• Exercise instructions:
Give the number of lines in the material below that include "Highway", and write nothing else.

• Given records:

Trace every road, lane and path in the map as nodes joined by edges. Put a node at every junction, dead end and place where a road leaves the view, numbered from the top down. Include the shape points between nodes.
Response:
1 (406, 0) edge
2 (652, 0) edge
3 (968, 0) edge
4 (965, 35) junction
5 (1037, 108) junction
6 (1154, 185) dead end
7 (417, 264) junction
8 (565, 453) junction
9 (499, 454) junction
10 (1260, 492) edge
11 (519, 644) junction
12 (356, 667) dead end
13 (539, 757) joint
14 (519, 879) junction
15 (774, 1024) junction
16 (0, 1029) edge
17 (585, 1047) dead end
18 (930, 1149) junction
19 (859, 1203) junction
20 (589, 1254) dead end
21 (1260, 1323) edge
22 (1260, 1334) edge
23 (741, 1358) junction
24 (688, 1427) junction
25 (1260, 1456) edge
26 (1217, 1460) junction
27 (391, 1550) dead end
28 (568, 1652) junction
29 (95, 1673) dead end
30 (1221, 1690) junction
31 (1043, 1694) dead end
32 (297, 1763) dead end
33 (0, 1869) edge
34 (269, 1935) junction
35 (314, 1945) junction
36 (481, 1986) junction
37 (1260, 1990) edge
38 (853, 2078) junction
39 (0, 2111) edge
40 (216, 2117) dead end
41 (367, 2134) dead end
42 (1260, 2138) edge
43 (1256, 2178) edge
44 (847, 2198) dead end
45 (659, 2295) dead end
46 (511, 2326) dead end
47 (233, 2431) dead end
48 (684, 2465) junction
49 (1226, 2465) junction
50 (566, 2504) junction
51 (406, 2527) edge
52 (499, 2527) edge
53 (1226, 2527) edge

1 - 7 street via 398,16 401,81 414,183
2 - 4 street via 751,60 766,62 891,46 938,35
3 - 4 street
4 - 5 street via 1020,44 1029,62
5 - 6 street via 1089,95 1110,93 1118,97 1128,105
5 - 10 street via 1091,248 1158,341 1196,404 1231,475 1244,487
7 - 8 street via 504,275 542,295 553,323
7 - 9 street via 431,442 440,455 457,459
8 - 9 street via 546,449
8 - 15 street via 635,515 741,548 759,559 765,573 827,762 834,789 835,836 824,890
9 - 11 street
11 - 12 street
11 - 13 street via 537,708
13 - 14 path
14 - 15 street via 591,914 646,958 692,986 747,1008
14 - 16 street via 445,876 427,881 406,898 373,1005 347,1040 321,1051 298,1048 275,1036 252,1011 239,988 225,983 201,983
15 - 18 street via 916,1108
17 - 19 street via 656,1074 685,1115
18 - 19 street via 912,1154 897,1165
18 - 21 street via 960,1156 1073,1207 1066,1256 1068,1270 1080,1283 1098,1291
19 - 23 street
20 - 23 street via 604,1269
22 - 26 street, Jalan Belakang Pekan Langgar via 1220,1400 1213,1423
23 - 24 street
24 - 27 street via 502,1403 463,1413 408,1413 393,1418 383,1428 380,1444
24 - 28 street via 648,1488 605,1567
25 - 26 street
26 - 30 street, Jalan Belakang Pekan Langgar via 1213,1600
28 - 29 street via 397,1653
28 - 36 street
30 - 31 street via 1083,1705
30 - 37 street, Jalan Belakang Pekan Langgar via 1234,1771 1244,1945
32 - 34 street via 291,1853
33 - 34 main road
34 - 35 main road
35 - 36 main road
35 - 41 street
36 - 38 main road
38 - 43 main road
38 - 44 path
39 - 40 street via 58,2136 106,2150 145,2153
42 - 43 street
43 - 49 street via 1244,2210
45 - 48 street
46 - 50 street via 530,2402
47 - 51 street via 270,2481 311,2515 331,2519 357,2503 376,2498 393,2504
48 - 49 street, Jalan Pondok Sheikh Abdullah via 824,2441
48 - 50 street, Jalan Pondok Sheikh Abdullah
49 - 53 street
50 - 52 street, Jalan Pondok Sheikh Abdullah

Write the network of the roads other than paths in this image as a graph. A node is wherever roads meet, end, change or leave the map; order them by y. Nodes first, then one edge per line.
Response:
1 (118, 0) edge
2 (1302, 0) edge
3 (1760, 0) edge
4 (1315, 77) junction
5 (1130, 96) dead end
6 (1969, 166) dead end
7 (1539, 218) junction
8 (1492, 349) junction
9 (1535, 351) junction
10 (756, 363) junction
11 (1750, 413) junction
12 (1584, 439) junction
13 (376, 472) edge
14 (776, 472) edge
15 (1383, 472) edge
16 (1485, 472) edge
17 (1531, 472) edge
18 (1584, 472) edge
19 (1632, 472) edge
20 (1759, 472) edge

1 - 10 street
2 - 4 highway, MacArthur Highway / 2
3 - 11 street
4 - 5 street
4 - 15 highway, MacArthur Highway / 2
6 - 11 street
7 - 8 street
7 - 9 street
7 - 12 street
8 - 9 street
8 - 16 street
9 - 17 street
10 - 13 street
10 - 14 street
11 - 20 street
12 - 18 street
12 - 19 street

• Final answer:
2